Response to The Mist

Earlier today, one of my favorite bloggers, Nordette Adams, posted a very good, fun and insightful piece that examines spoilers (and the need of warning of their existence) for those who write about books or movies on the web. And I agree with many things she has to say concerning the storylines/expectations of genres and series. Plus, it has a very funny Buffy meets Twilight vid that's worth seeing. However, she brought up an item that caused me to react on a written work:
Remember Stephen King's movie/story The Mist? Despite it being horror, despite it being King, people were still pissed because they wanted a more pleasant, hopeful ending, a Hollywood ending.
This article has been updated and moved to my current blog, which can be found here.

Monday, May 11, 2009

The Mystery is the Writer

By the time I got home from a long day's work this evening, I noted that some more messages had creeped into my personal email account. Well, in more than one account actually. Imagine that...

Captain Renault: I'm shocked, shocked to find that gambling is going on in here!
[
a croupier hands Renault a pile of money]
Croupier: Your winnings, sir.
Anyways... But after being torpedoed by my 9 year-old daughter into helping her with her long division homework (just another chance to go back in Mr. Peabody's Wayback Machine of my mind, if there is one), I finally started opening some of those electronic missives. Which then caused this conversation with my long departed grandmother*:
¿Cuál es este email?

Huh, it's a form of mail that arrives electronically to your computer, Ma.

¿Que?
Never mind. So, I sit down again in front of my computer and I'm going through the new messages, when I notice the new email newsletter from The Mystery Bookstore. In it, they list the 2009 Agatha Award winners (my son will be happy to note that Chris Grabenstein won for his The Crossroads novel), The Macavity Award nominees (which includes Sean Chercover's Trigger City and The Price of Blood by Declan Hughes, Corey) and a whole bunch of other stuff concerning mystery writers. They even have some Fifty Grand first editions for sale, too.

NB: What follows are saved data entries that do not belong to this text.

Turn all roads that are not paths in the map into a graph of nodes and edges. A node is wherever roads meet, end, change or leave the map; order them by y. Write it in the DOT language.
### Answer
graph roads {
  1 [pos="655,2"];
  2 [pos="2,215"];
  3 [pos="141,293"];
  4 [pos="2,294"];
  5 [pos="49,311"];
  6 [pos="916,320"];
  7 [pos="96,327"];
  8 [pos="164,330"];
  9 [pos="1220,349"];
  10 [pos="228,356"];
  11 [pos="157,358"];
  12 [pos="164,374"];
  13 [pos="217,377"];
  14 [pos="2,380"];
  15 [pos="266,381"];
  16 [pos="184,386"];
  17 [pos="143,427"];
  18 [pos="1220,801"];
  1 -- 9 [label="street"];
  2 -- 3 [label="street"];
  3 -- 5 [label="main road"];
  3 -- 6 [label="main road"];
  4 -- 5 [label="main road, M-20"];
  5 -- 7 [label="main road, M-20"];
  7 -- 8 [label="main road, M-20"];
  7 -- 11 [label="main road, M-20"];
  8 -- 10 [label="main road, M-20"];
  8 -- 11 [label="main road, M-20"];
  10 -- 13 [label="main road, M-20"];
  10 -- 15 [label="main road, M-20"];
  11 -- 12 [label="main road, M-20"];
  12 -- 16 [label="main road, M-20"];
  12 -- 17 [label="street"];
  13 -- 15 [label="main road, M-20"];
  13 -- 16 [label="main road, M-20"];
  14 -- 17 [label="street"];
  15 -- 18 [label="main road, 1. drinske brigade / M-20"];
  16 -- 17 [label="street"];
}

O-K... and this is leading where? Alright, I'll get to the point. It's the writer... the mystery writer. The creator of all of that fun and mayhem some of us love to delve into. I can go on about the imagination of these authors... Just then my kids drag me over to the TV for this classic bit that's on a rerun of Malcolm in the Middle involving the incomparable Bea Arthur (may she rest in peace):


Where was I? Oh, yes... the mystery writer. Which lead me to try and recall how many of these writers became the subjects themselves of the stories on TV, books, or movies:
  1. Murder, She Wrote (mystery writer solving crimes)
  2. Castle (mystery writer helps NYPD solve crimes)
  3. Murder by Death (mystery writers being setup to solve a murder while at dinner)
  4. Deathtrap (mystery writer pulls off murder... only to be caught by another writer)
  5. Sleuth (mystery writer plots to kill wife's lover)
  6. The Langoliers
Wait a minute... what's that last one? I know. Isn't that a Stephen King story? The horror writer?!? What is he or it doing in this post (and why am I talking to myself)? It's because this novella (from the author's Four Past Midnight book) is one of my favorites (along with his Rita Hayworth and the Shawshank Redemption and The Body from Different Seasons). King is now recognized as one of the best storytellers we have in print. And whether its straight horror fiction, redemptive dramatic or nostalgic tales, his skill in writing the prose is exceptional. His dark scary stuff unfortunately puts off many and causes them to dismiss work of his that has nothing to do with that realm of fiction.

The novella The Langoliers, not necessarily the TV movie, is one of those (along with those others I've mentioned) that I encourage people to try and read. If you enjoyed any Twilight Zone episode (ever), you'll be on familiar ground with this one. In fact, one of the key characters in the story, a Bob Jenkins, is a mystery author. And it's he, using the plot devices of the genre, that figures what is actually going on. Yes, King writes a mystery... one a little more fantastical than most. But a mystery, nonetheless. 

Oh, god. It's only Monday. Now... where was I?

* ever since yesterday's Fifty Grand post, she's been in my head.